O governo enviou para o Congresso Nacional o projeto de lei que aumenta o limite de isenção do Imposto de Renda para quem ganha até R$ 5 mil por mês a partir de 2026. O presidente da Câmara, Hugo Motta (Republicanos-PB), disse que o Congresso terá a sensibilidade para ver o alcance social da proposta, mas não descartou alterações no sentido da melhoria das medidas.
Para Hugo Motta, que esteve presente na cerimônia de assinatura do projeto, é preciso fazer justiça social com neutralidade do ponto de vista fiscal:
“Nós queremos discutir a eficiência da máquina pública, nós queremos discutir algo que possa trazer para o cidadão que mais precisa um serviço público de melhor qualidade, nós queremos discutir também pontos importantes no que diz respeito às isenções tributárias que hoje o Brasil tem. Eu penso que é um ponto importante que o Congresso pode ajudar e poder, quem sabe, nessa proposta que traz a isenção de imposto de renda para as pessoas que ganham até R$ 5 mil, talvez fazer algo mais abrangente para o país”.
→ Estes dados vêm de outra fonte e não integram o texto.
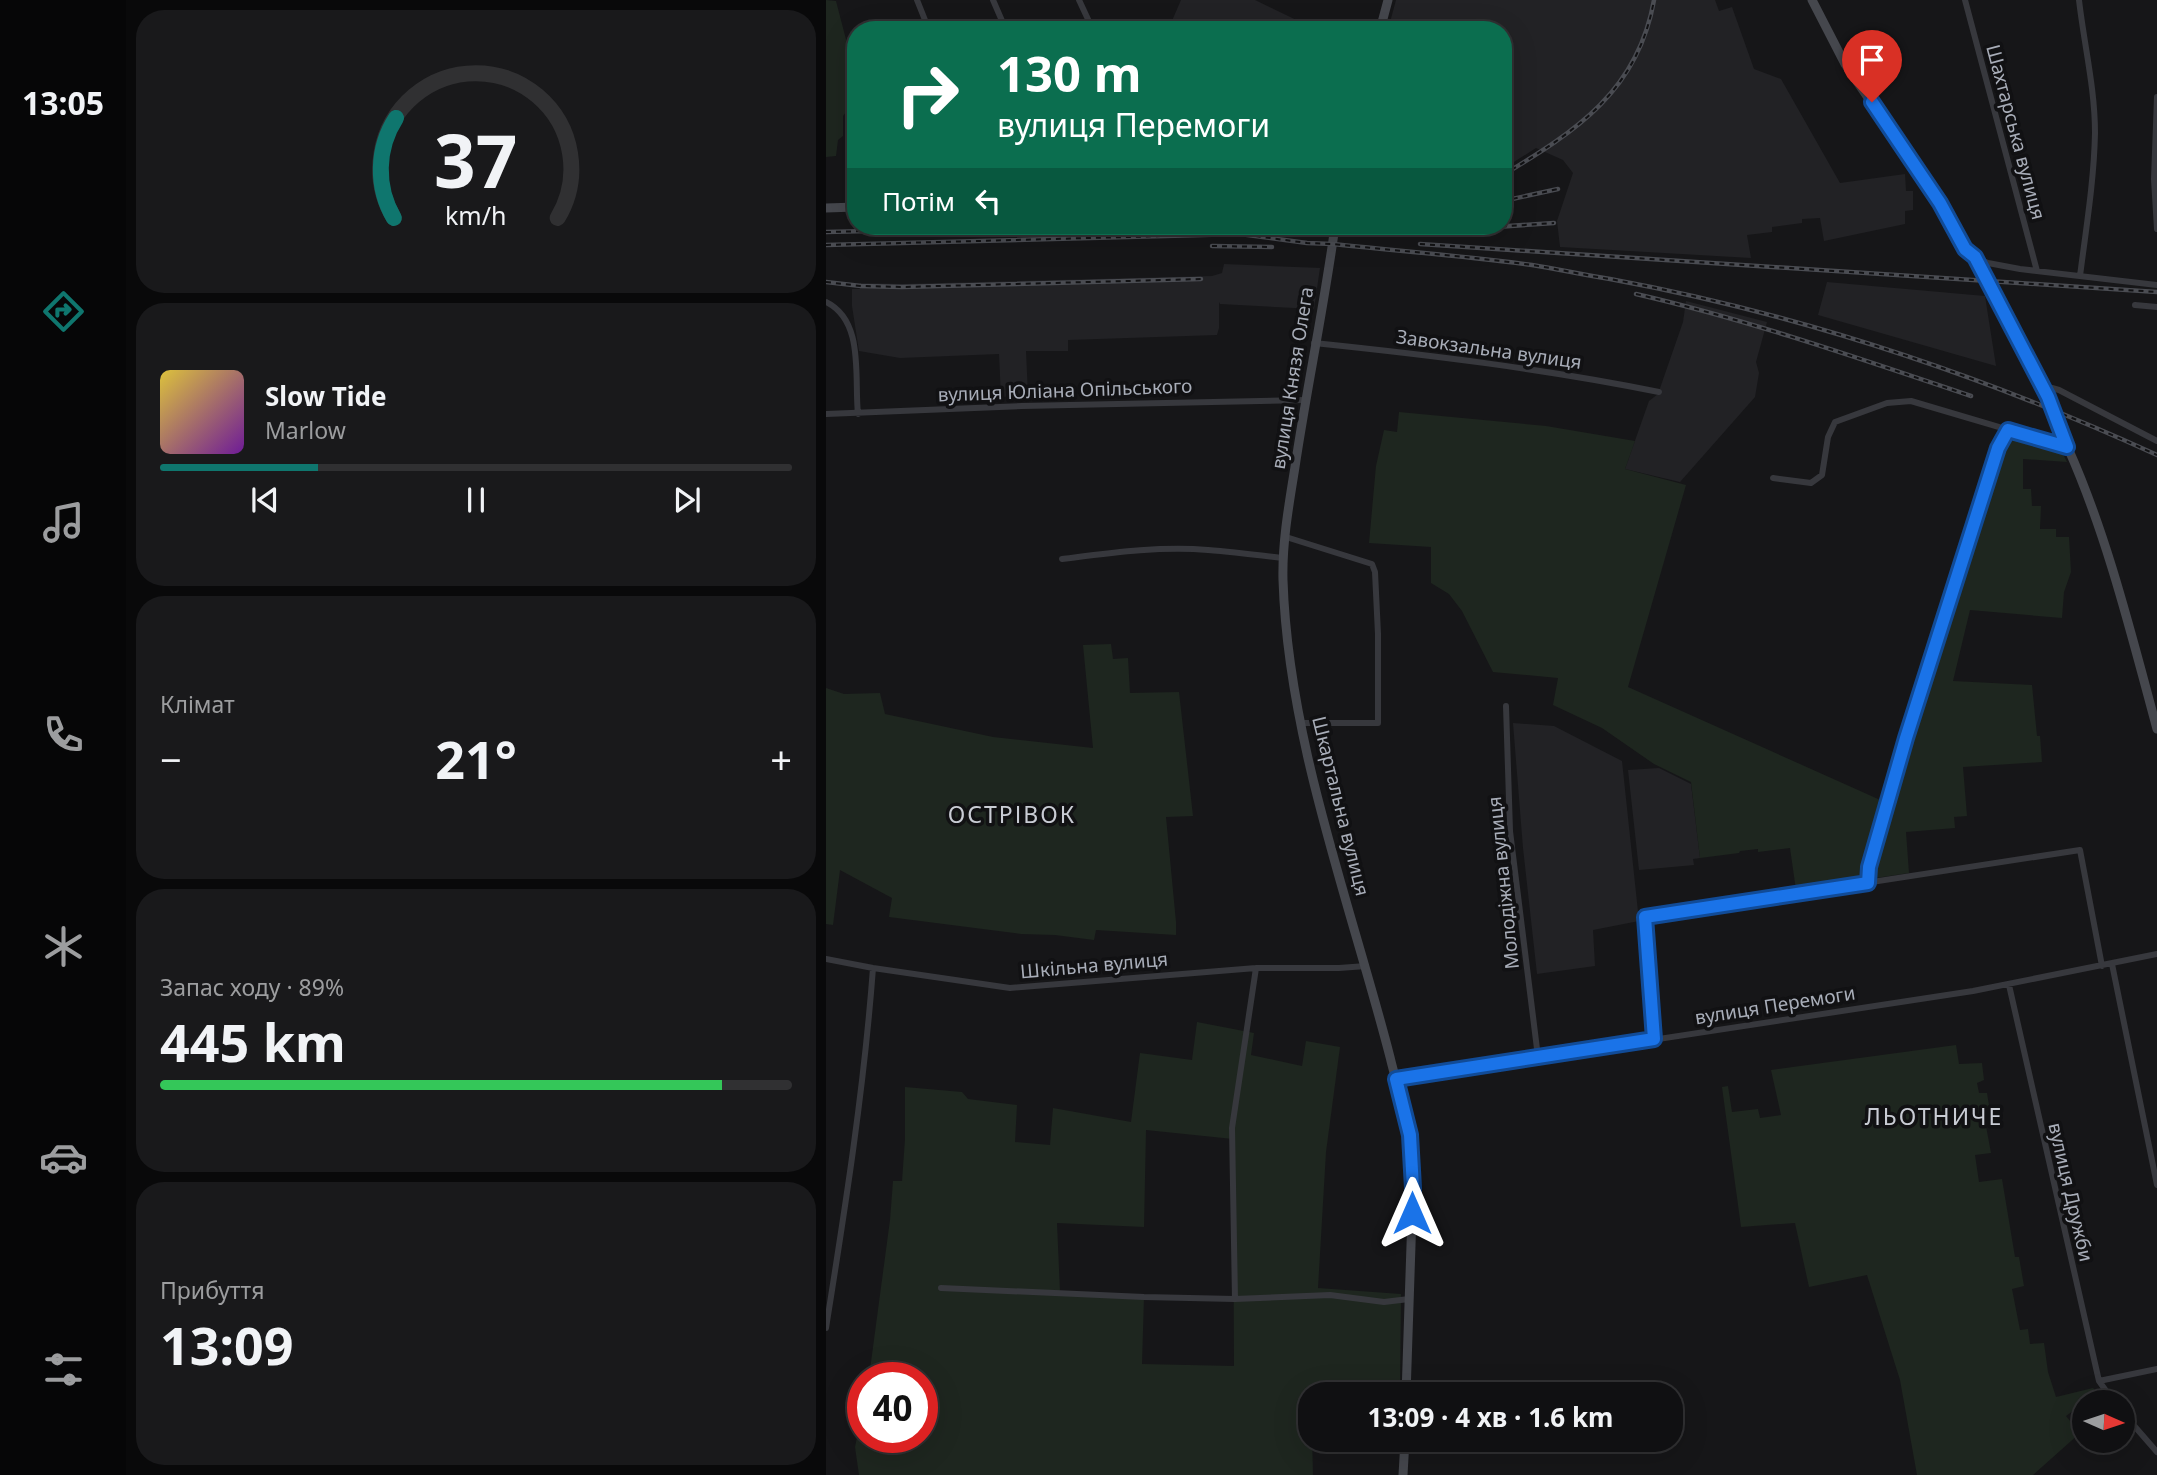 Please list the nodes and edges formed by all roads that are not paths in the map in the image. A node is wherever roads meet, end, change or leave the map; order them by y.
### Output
1 (917, 0) edge
2 (993, 0) edge
3 (1079, 0) edge
4 (1388, 0) edge
5 (1812, 0) edge
6 (1965, 0) edge
7 (2079, 0) edge
8 (925, 21) edge
9 (1002, 21) edge
10 (1089, 21) edge
11 (1382, 21) edge
12 (2157, 97) edge
13 (847, 207) edge
14 (826, 208) edge
15 (2157, 229) edge
16 (1333, 235) edge
17 (1975, 257) junction
18 (2037, 271) junction
19 (2080, 276) junction
20 (2157, 285) edge
21 (826, 302) edge
22 (2135, 305) dead end
23 (2157, 307) edge
24 (1314, 343) junction
25 (1659, 393) dead end
26 (2046, 394) junction
27 (1305, 400) junction
28 (826, 414) edge
29 (858, 414) junction
30 (2008, 430) junction
31 (2157, 440) edge
32 (2068, 448) junction
33 (1773, 478) dead end
34 (1286, 537) junction
35 (1283, 558) junction
36 (1062, 559) dead end
37 (1506, 706) dead end
38 (1302, 723) junction
39 (2157, 729) edge
40 (1868, 883) junction
41 (2157, 954) edge
42 (826, 959) edge
43 (2112, 964) junction
44 (1366, 966) junction
45 (2102, 966) junction
46 (873, 968) junction
47 (1256, 968) junction
48 (2009, 985) junction
49 (1654, 1039) junction
50 (1538, 1057) junction
51 (1396, 1079) junction
52 (2157, 1185) edge
53 (941, 1288) dead end
54 (1235, 1298) junction
55 (1409, 1299) junction
56 (826, 1328) edge
57 (2157, 1369) edge
58 (2099, 1381) junction
59 (1406, 1382) edge
60 (2105, 1390) edge
61 (2135, 1427) edge
62 (1404, 1452) edge
63 (2157, 1452) edge
64 (1403, 1475) edge

1 - 8 street
2 - 9 street
3 - 10 street
4 - 11 street
5 - 17 street
6 - 18 street, Шахтарська вулиця
7 - 19 street
12 - 15 street
13 - 14 street
16 - 24 street, вулиця Князя Олега
17 - 18 street
17 - 26 street
18 - 19 street
19 - 20 street
21 - 29 street
22 - 23 street
24 - 25 street, Завокзальна вулиця
24 - 27 street, вулиця Князя Олега
26 - 31 street
26 - 32 street
27 - 29 street, вулиця Юліана Опільського
27 - 34 street, вулиця Князя Олега
28 - 29 street, вулиця Юліана Опільського
30 - 32 street
30 - 33 street
30 - 40 street
32 - 39 street
34 - 35 street, Шкартальна вулиця
34 - 38 street
35 - 36 street
35 - 38 street, Шкартальна вулиця
37 - 50 street, Молодіжна вулиця
38 - 44 street, Шкартальна вулиця
40 - 45 street
40 - 49 street
41 - 43 street, вулиця Перемоги
42 - 46 street, Шкільна вулиця
43 - 45 street, вулиця Перемоги
43 - 52 street
44 - 47 street, Шкільна вулиця
44 - 51 street, Шкартальна вулиця
45 - 48 street, вулиця Перемоги
46 - 47 street, Шкільна вулиця
46 - 56 street
47 - 54 street
48 - 49 street, вулиця Перемоги
48 - 58 street, вулиця Дружби
49 - 50 street, вулиця Перемоги
50 - 51 street, вулиця Перемоги
51 - 55 street, Шкартальна вулиця
53 - 54 street
54 - 55 street
55 - 59 street, Шкартальна вулиця
57 - 58 street
58 - 60 street, вулиця Дружби
61 - 63 street
62 - 64 street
A proposta do governo quer compensar a isenção para quem ganha menos - que deve custar R$ 25,8 bilhões por ano – taxando mais quem ganha acima de R$ 600 mil por ano. Segundo o Ministério da Fazenda, a medida atingirá 0,13% dos contribuintes, que hoje pagam, em média, apenas 2,54% de imposto de renda. Essa é a alíquota efetiva, ou seja, após as deduções legais.
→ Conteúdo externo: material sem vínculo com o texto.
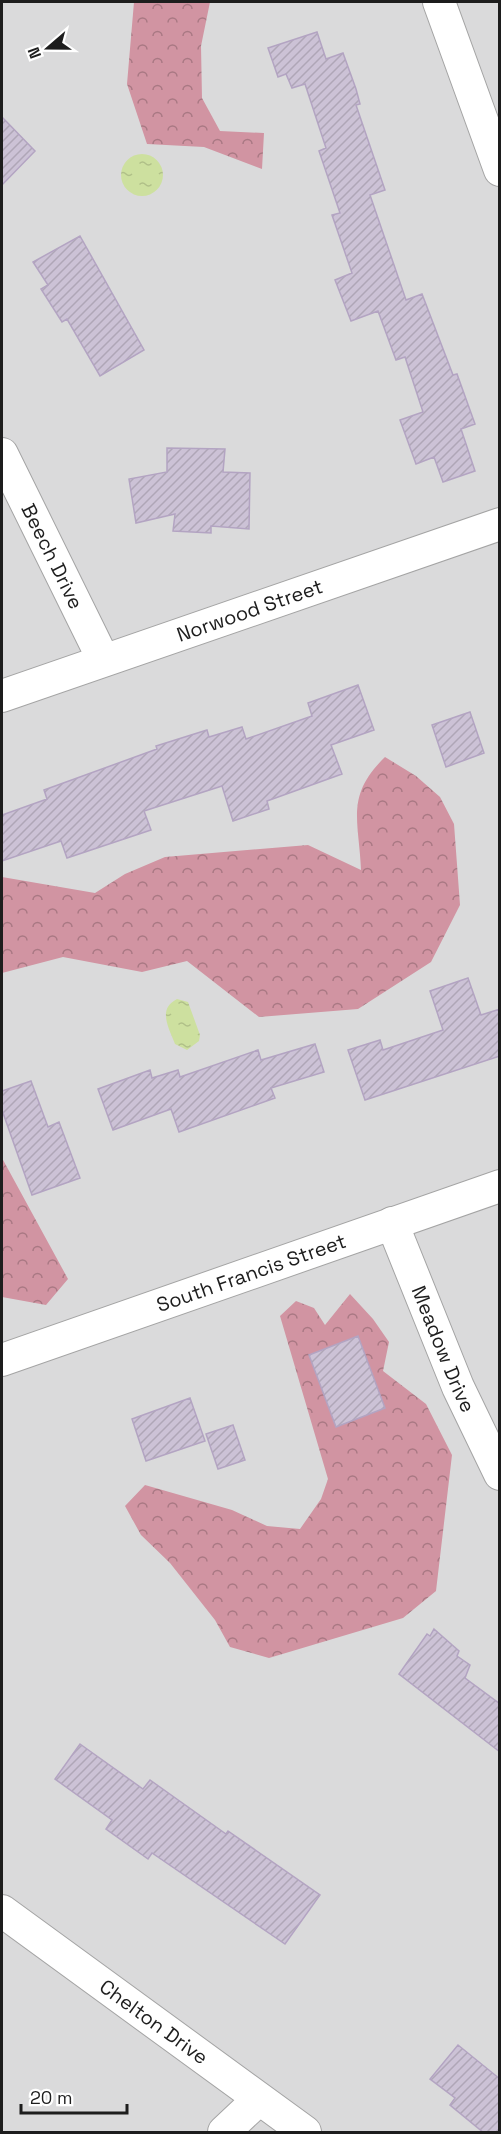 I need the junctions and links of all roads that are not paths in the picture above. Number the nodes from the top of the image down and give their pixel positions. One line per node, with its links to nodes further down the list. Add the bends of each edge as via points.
1 (440, 2): 2 (street)
2 (500, 170)
3 (2, 454): 5 (street, Beech Drive)
4 (500, 524): 5 (street, Norwood Street)
5 (103, 659): 6 (street, Norwood Street)
6 (2, 696)
7 (500, 1185): 8 (street, South Francis Street)
8 (392, 1223): 9 (street, South Francis Street); 10 (street, Meadow Drive, via 458,1388)
9 (2, 1360)
10 (500, 1474)
11 (2, 1911): 12 (street, Chelton Drive)
12 (258, 2100): 13 (street); 14 (street, Chelton Drive)
13 (224, 2133)
14 (305, 2133)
A ideia da proposta é adotar alíquotas mínimas a partir de 600 mil por ano, chegando ao mínimo de 10% para quem ganha mais de R$ 1,2 milhão por ano.
O presidente Lula disse que o projeto é neutro, ou seja, não aumenta as despesas públicas:
“Estamos falando que 141 mil pessoas que ganham acima de 600 mil, acima de um milhão de reais por ano, vão contribuir para que 10 milhões de pessoas não paguem imposto de renda. É simples assim”.
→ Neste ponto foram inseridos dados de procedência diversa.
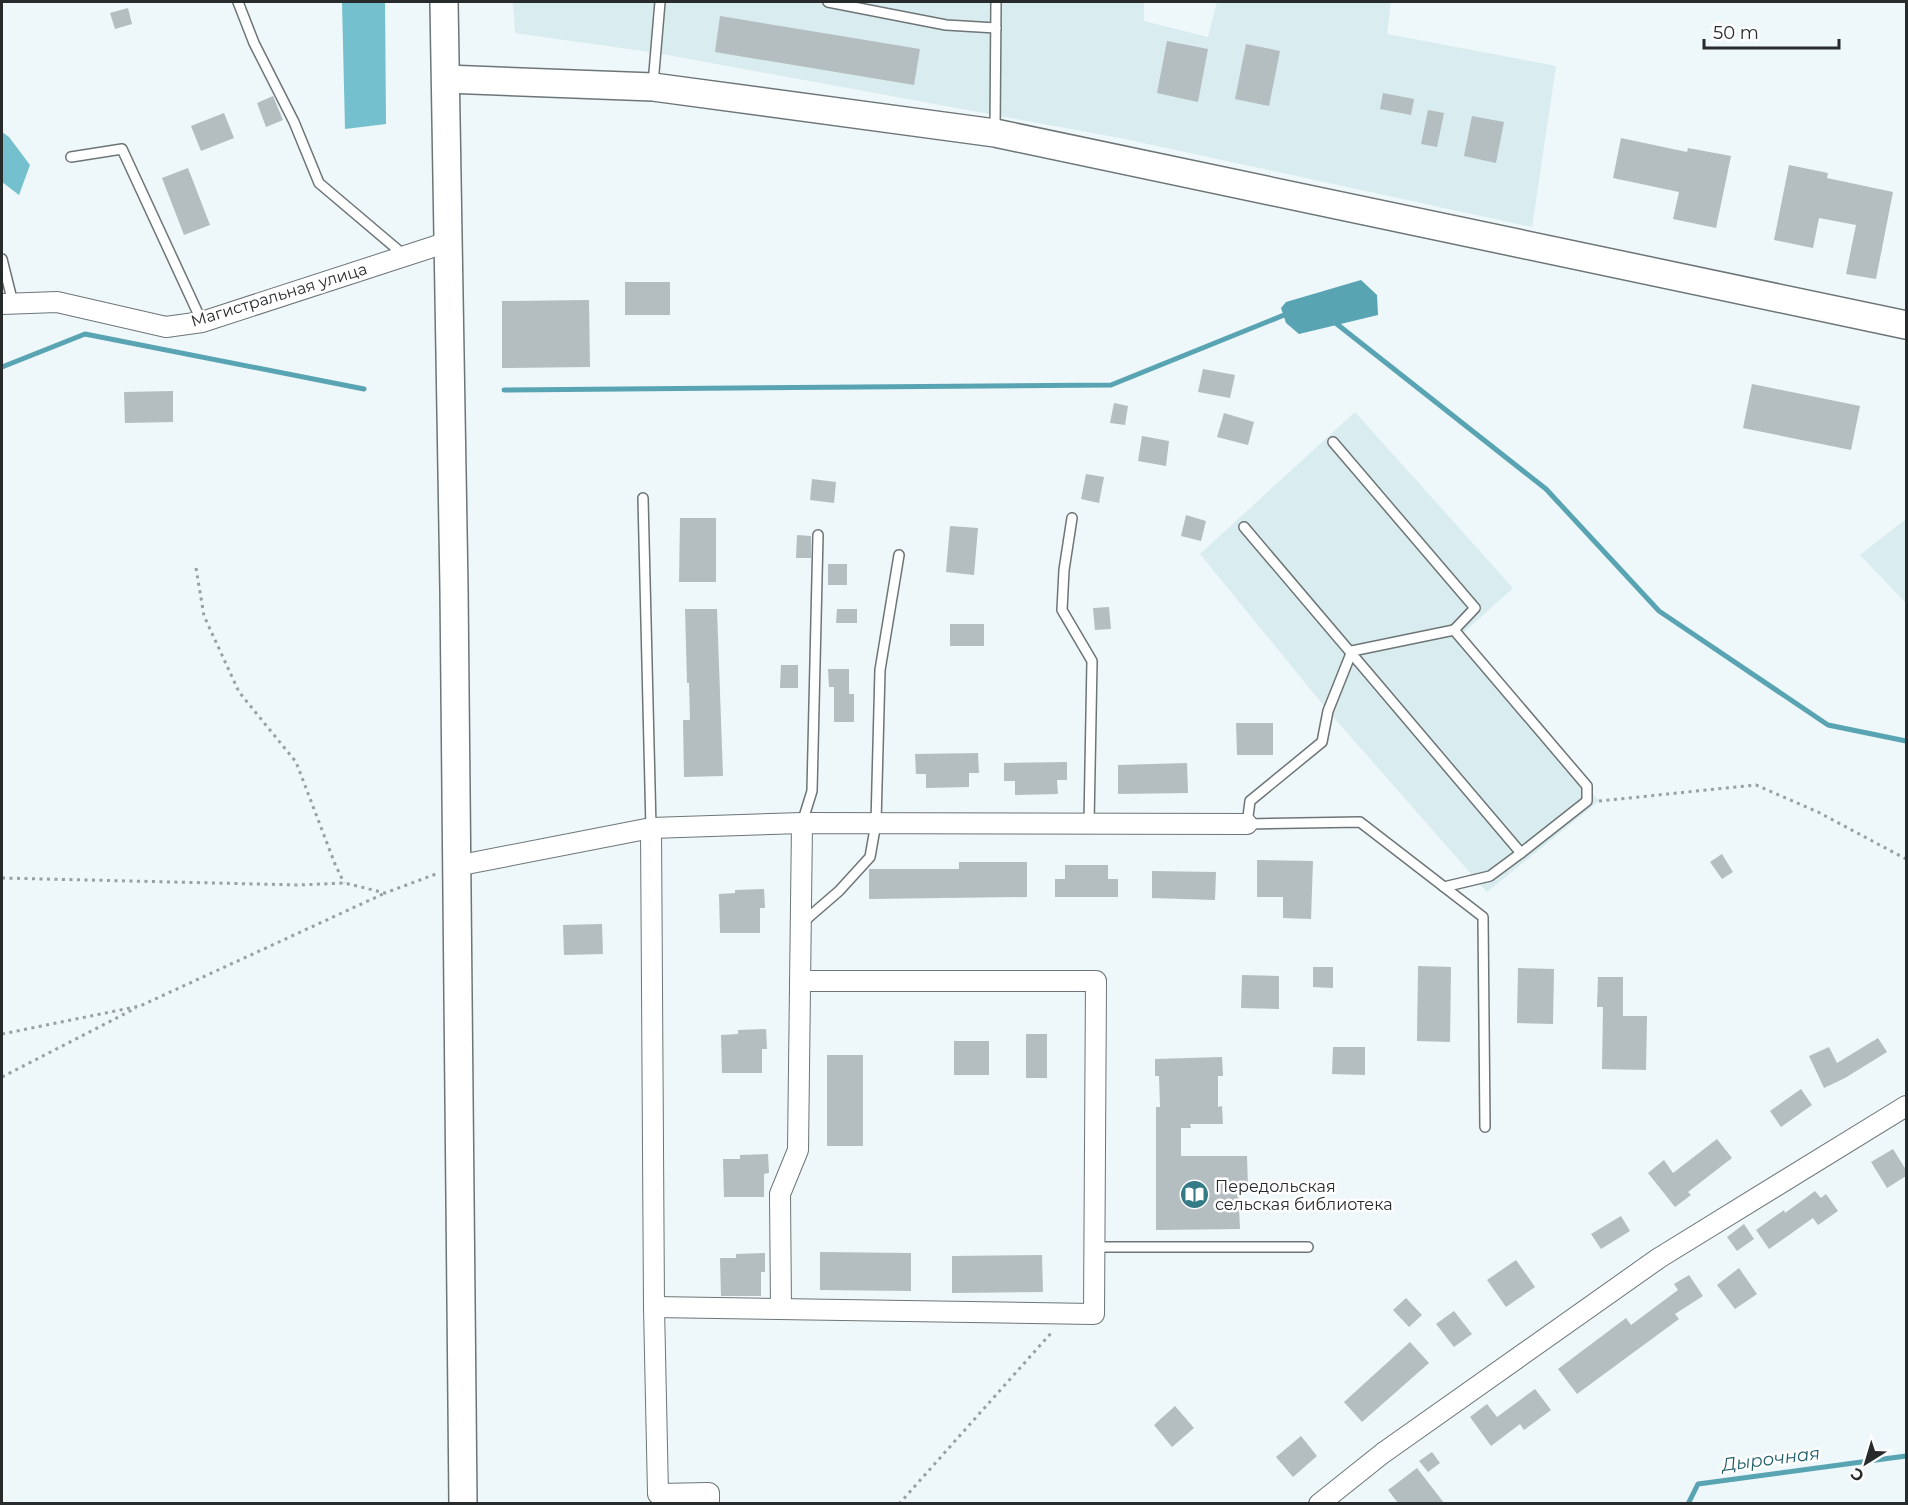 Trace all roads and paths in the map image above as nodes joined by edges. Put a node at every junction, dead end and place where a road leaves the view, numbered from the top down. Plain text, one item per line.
1 (238, 2) edge
2 (444, 2) edge
3 (660, 2) edge
4 (828, 2) edge
5 (996, 2) edge
6 (996, 28) junction
7 (446, 79) junction
8 (653, 87) junction
9 (994, 133) junction
10 (71, 157) dead end
11 (448, 242) junction
12 (404, 255) junction
13 (2, 259) edge
14 (7, 303) edge
15 (202, 322) junction
16 (1906, 325) edge
17 (1333, 442) dead end
18 (643, 498) dead end
19 (1072, 518) dead end
20 (1244, 527) dead end
21 (818, 535) dead end
22 (899, 555) dead end
23 (196, 568) dead end
24 (1454, 630) junction
25 (1352, 651) junction
26 (1587, 801) junction
27 (802, 823) junction
28 (876, 823) junction
29 (1089, 824) junction
30 (1247, 824) junction
31 (651, 828) junction
32 (1521, 853) junction
33 (1906, 859) edge
34 (456, 866) junction
35 (2, 878) edge
36 (345, 883) junction
37 (1444, 887) junction
38 (385, 893) junction
39 (800, 924) junction
40 (800, 981) junction
41 (140, 1006) junction
42 (2, 1034) edge
43 (2, 1077) edge
44 (1906, 1106) edge
45 (1485, 1127) dead end
46 (1094, 1247) junction
47 (1308, 1247) dead end
48 (654, 1306) junction
49 (781, 1309) junction
50 (1069, 1313) junction
51 (463, 1503) edge
52 (709, 1503) edge
53 (899, 1503) edge
54 (1319, 1503) edge

1 - 12 lane
2 - 7 main road
3 - 8 lane
4 - 6 lane
5 - 6 lane
6 - 9 lane
7 - 8 main road
7 - 11 main road
8 - 9 main road
9 - 16 main road
10 - 15 lane
11 - 12 street, Магистральная улица
11 - 34 main road
12 - 15 street, Магистральная улица
13 - 14 lane
14 - 15 street, Магистральная улица
17 - 24 lane
18 - 31 lane
19 - 29 lane
20 - 25 lane
21 - 27 lane
22 - 28 lane
23 - 36 path
24 - 25 lane
24 - 26 lane
25 - 30 lane
25 - 32 lane
26 - 32 lane
26 - 33 path
27 - 28 street
27 - 31 street
27 - 39 street
28 - 29 street
28 - 39 lane
29 - 30 street
30 - 37 lane
31 - 34 street
31 - 48 street
32 - 37 lane
34 - 38 path
34 - 51 main road
35 - 36 path
36 - 38 path
37 - 45 lane
38 - 41 path
39 - 40 street
40 - 46 street
40 - 49 street
41 - 42 path
41 - 43 path
44 - 54 street
46 - 47 lane
46 - 50 street
48 - 49 street
48 - 52 street
49 - 50 street
50 - 53 path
Pelas simulações do governo, um sócio de empresa que recebe R$ 985 mil por ano e tem uma alíquota efetiva de 2,7% passará a pagar mais 3,72% porque sua alíquota mínima será de 6,42%.
Já a professora que ganha o piso de R$ 4.867,77 vai deixar de pagar R$ 305,40 por mês, ganhando R$ 3.970,18 em um ano. O projeto ainda beneficia quem ganha entre R$ 5 mil e R$ 7 mil com descontos menores.
O governo também informou que haverá elevação da isenção para R$ 3.036, ou 2 salários mínimos, ainda neste ano.
Para o cálculo das rendas mais altas serão usados todos os rendimentos, inclusive lucros e dividendos. Mas a tributação da pessoa física mais a da empresa não poderá superar 34% para empresas não financeiras ou 45%, no caso das financeiras. Os que recebem dividendos no exterior pagarão o mínimo de 10%.
Para o vice-líder do governo, deputado Rubens Pereira Júnior (PT-MA), o Congresso não vai deixar de contribuir para uma medida que combate a desigualdade de renda no país:
“A bola agora está com o Congresso Nacional, que tem que aprovar o projeto. Então é uma vitória e é um dia histórico onde se garante menos imposto para quem mais precisa”.
O líder do PL, deputado Sóstenes Cavalcante (PL-RJ), apresentou proposta (PL 400/25) que amplia o limite de isenção para R$ 10 mil, mas sem sugerir medidas para compensar as perdas de arrecadação.